16 For God so loved the world that he gave his one and only Son, that whoever believes in him shall not perish but have eternal life. 17 For God did not send his Son into the world to condemn the world, but to save the world through him.18 Whoever believes in him is not condemned, but whoever does not believe stands condemned already because they have not believed in the name of God’s one and only Son. 19 This is the verdict: Light has come into the world, but people loved darkness instead of light because their deeds were evil.20 Everyone who does evil hates the light, and will not come into the light for fear that their deeds will be exposed. 21 But whoever lives by the truth comes into the light, so that it may be seen plainly that what they have done has been done in the sight of God.
(John 3:16-21 NIV)
Yesterday we finished looking at the conversation between Jesus and Nicodemus. Today we shift from Jesus’ words to the Apostle John’s words of explanation and encouragement.

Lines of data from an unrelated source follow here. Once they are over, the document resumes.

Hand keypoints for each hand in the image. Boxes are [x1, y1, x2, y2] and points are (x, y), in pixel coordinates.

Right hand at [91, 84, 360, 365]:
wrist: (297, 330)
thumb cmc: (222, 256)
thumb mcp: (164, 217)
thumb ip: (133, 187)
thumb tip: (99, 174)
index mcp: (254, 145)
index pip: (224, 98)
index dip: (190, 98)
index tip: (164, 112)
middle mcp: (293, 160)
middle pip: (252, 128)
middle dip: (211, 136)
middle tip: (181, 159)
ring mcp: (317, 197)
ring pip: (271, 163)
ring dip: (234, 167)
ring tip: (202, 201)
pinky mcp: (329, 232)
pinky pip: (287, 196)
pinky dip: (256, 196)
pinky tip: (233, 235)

Verse 16 is possibly one of the most well-known and oft-quoted verses in the New Testament. Starting with verse 16, John switches from narrator to preacher, building on Jesus’ words in verses 13, 14, and 15.
John lays out God’s salvation plan in verses 16 through 18, reminding us that God loves us and wants to redeem us, reconcile us to Himself, and restore us to a full relationship with the Trinity. God’s motivation and attitude is not begrudging or belittling; His attitude toward us is pure, unconditional love.

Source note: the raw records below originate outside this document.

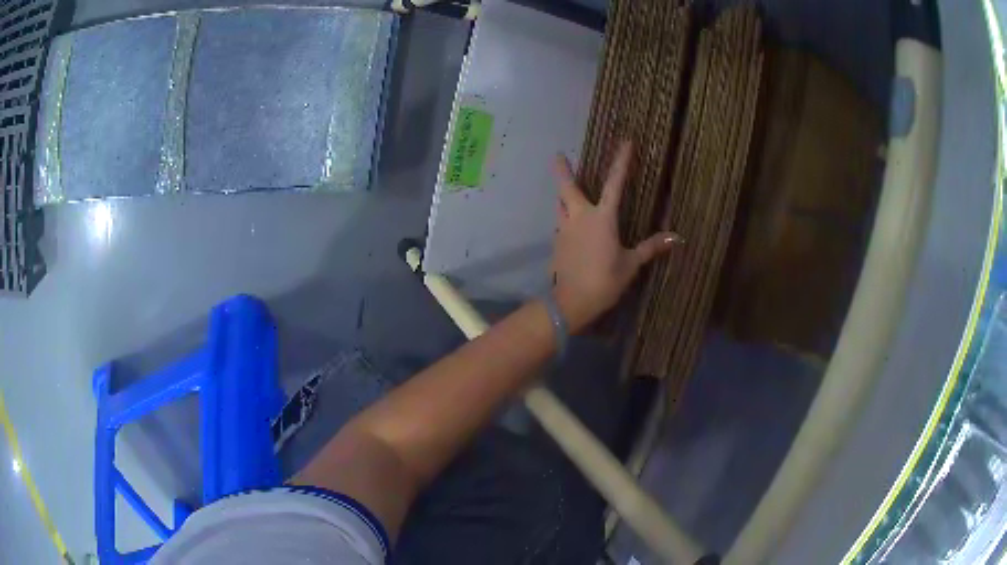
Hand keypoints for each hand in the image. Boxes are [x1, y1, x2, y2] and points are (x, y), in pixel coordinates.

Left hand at [552, 141, 681, 332]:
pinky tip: (571, 225)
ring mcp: (564, 229)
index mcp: (602, 218)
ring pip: (560, 204)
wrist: (571, 302)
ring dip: (563, 194)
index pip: (614, 183)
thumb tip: (676, 238)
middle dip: (563, 170)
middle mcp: (579, 217)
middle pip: (567, 187)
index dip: (621, 162)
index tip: (625, 142)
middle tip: (558, 155)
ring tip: (566, 190)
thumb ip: (650, 247)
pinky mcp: (557, 243)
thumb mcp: (631, 264)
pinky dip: (565, 217)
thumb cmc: (605, 280)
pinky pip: (561, 223)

God’s motivation and attitude is not begrudging or belittling; His attitude toward us is pure, unconditional love. We do not have to “get our act together” for God to love us; He loves us in our worst hour, in our most crucial moments. The offer of salvation is unconditional and ever-present to those who have not made the choice to follow Him.
Are you as amazed as I am of the economics of God’s love? God loves us unconditionally and has a vast universe of love for humanity. His love can never be exhausted or depleted. He loves us lavishly and gives His love freely. And He invites us not to hoard His love, but instead to pass it along freely to others. In fact, the more of Christ’s love we give away to others, the more we have in our hearts as a result. Incredible!
In verses 19 through 21, John builds upon verse 18, referring to those who hear the good news of Christ as the way to eternal life but refuse to believe. In verse 19, John examines their motives for not believing. John says that they love the darkness of their sins more than the light of God’s forgiveness, grace, and love.
John uses the familiar analogy of Jesus as light in verses 19 through 21. If you recall, John began his Gospel associating Jesus with light in his prologue (chapter 1, verses 1 – 18).
John concludes in verse 21 that we are not doomed to darkness. We have the choice to move from darkness to light when we believe in Christ as Messiah. While John does not explicitly call out Nicodemus as his example of one who made that choice, he implies that Nicodemus moved from darkness to light and believed in Jesus as Messiah that night. Our study yesterday (as we jumped ahead in John’s Gospel) showed us Nicodemus’ choice.
Why does God love us, even in our sinful state before we come to Christ? The Scriptures don’t explicitly tell us but remind us often that God does love us, that He even likes us and wants to have a personal relationship with us. He invites us into community with the Trinity, to walk and talk and dance with us throughout our life journey.
May we bask in the light of His love today, as we experience the warmth of His favour and affection. And may we share Christ’s love with others, just as He shared His love with us.